“The jewelry symbolizes the story’s themes of wealth and privilege, and we approached its design with the utmost style and luxury in mind.” Jon King, executive vice president of Tiffany & Co.
With their “Gatsby Collection” of fine jewelry, Tiffany & Co. is doing what many companies do: associating their product with an iconic narrative in order to tap into the strong emotions people feel about it. Another recent example is the Leonard Nimoy/Zachary Quinto Audi ad, in which Audi taps into our love for the ironic-campy-nostalgic vibes emanating from the infinitely expanding Star Trek franchise.
“The jewelry symbolizes wealth and privilege.” Yes it does. But that’s not all it represents in F. Scott Fitzgerald’s classic novel. The jewelry, along with the rest of the accoutrements of Gatsby’s fabulous parties out on Long Island, are images of gigantic excess and grotesque debaucherie.
There are moral ambiguities in The Great Gatsby, but the utterly vacuous nature of the parties Gatsby throws in order to attract Daisy Buchanan are not among them.
The relevant folks at Tiffany & Co. have either chosen to ignore this fact or have simply, perhaps with some help from Baz Luhrmann’s adaptation, misread FItzgerald’s novel. Tiffany’s aim is to get women in particular to ooze with delight at what they see Carey Mulligan and other actresses wearing on screen and then to discover that they can be wearing that too.
Catherine Martin, costume and jewelry designer on Luhrmann’s film as well as designer of the Tiffany line, had this to say about the connection between Gatsby and Tiffany’s: “Plus, in the book, Tom Buchanan gives Daisy a string of pearls worth $300,000 on the eve of their wedding, and Tiffany had been promoting pearls as a female rite of passage during that exact time. I thought it was a wonderful connection.”
A wonderful connection? Did Ms. Martin miss the fact that Tom Buchanan has no real love for his wife, nor she for him, and that the string of pearls he gives her is a hollow token of an even hollower marriage?
This is glamor?
But why should anyone care if the marketing campaign works? After all, selling jewelry is not literary criticism…
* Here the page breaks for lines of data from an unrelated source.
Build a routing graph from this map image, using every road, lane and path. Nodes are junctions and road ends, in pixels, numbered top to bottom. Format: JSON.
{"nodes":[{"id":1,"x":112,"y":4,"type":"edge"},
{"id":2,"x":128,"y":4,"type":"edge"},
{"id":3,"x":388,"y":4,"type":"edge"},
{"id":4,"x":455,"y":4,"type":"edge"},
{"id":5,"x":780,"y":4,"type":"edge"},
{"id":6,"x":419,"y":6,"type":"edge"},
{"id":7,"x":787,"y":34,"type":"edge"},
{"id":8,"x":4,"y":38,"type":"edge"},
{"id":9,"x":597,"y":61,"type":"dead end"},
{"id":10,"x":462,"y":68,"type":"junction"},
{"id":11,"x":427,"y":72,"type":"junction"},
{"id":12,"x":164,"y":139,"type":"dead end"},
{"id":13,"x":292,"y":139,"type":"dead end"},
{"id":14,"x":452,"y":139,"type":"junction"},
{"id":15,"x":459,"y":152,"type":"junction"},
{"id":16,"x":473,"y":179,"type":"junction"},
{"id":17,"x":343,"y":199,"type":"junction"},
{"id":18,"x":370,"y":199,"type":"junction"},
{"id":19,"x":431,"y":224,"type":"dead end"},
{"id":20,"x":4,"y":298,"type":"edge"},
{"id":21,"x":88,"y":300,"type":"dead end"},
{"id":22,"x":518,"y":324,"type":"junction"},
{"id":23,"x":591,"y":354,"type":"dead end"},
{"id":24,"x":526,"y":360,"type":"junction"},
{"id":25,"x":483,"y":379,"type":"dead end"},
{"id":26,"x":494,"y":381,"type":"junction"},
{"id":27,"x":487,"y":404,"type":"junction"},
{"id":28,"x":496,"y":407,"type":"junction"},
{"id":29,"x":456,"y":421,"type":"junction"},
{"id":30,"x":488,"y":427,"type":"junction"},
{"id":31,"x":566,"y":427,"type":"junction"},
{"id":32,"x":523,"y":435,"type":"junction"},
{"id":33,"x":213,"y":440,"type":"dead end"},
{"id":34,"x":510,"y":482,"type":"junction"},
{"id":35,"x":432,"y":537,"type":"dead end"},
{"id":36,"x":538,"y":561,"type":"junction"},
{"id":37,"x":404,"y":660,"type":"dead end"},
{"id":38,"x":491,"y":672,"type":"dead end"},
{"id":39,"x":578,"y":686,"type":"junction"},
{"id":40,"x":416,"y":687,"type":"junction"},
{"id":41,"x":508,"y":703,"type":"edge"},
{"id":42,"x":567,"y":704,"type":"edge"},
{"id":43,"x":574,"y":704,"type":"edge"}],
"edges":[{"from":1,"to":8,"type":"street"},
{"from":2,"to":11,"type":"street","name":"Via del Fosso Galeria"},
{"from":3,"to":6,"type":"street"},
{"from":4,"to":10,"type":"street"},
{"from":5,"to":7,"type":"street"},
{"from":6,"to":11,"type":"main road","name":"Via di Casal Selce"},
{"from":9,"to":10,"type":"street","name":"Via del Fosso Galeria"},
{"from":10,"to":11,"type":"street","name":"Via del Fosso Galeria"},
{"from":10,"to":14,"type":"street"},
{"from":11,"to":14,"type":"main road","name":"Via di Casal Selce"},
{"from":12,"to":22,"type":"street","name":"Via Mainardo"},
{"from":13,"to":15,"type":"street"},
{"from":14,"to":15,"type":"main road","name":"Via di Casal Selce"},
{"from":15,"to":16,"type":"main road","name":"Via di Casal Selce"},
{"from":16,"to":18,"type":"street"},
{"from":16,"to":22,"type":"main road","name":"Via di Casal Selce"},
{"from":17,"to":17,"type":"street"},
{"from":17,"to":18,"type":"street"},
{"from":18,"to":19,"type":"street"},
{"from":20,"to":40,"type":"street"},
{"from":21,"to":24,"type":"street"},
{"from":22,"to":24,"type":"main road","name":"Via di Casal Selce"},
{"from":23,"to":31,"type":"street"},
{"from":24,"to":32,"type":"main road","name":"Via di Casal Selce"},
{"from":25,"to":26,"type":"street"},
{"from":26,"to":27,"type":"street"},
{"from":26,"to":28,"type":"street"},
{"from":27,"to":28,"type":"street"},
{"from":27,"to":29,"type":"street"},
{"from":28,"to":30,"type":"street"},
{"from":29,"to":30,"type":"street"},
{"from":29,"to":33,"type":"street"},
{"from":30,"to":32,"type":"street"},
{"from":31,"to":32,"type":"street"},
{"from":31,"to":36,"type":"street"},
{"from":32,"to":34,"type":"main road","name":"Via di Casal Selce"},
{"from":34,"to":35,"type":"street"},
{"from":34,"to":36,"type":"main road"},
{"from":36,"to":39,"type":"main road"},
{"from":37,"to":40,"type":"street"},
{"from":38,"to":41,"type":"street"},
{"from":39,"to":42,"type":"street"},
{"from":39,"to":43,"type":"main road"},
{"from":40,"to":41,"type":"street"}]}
That’s the assumption I want to dispute. I want to argue that the point of telling stories, even in a business context, is to make us, not primarily better consumers, but better, wiser human beings.
It matters, in other words, what stories we tell, even when–perhaps especially when–we’re using them to sell something.
Stories can be dangerous things. We can use them in ways that cater to our baser appetites. Or we can use them to elevate and inspire.
Tiffany & Co. has blurred the distinction between these two uses of storytelling. That’s why I think the practice of brand storytelling needs to benefit from sound literary criticism. Our use of storytelling should always begin with the question:
“What does this story have to say about who we are as human beings?”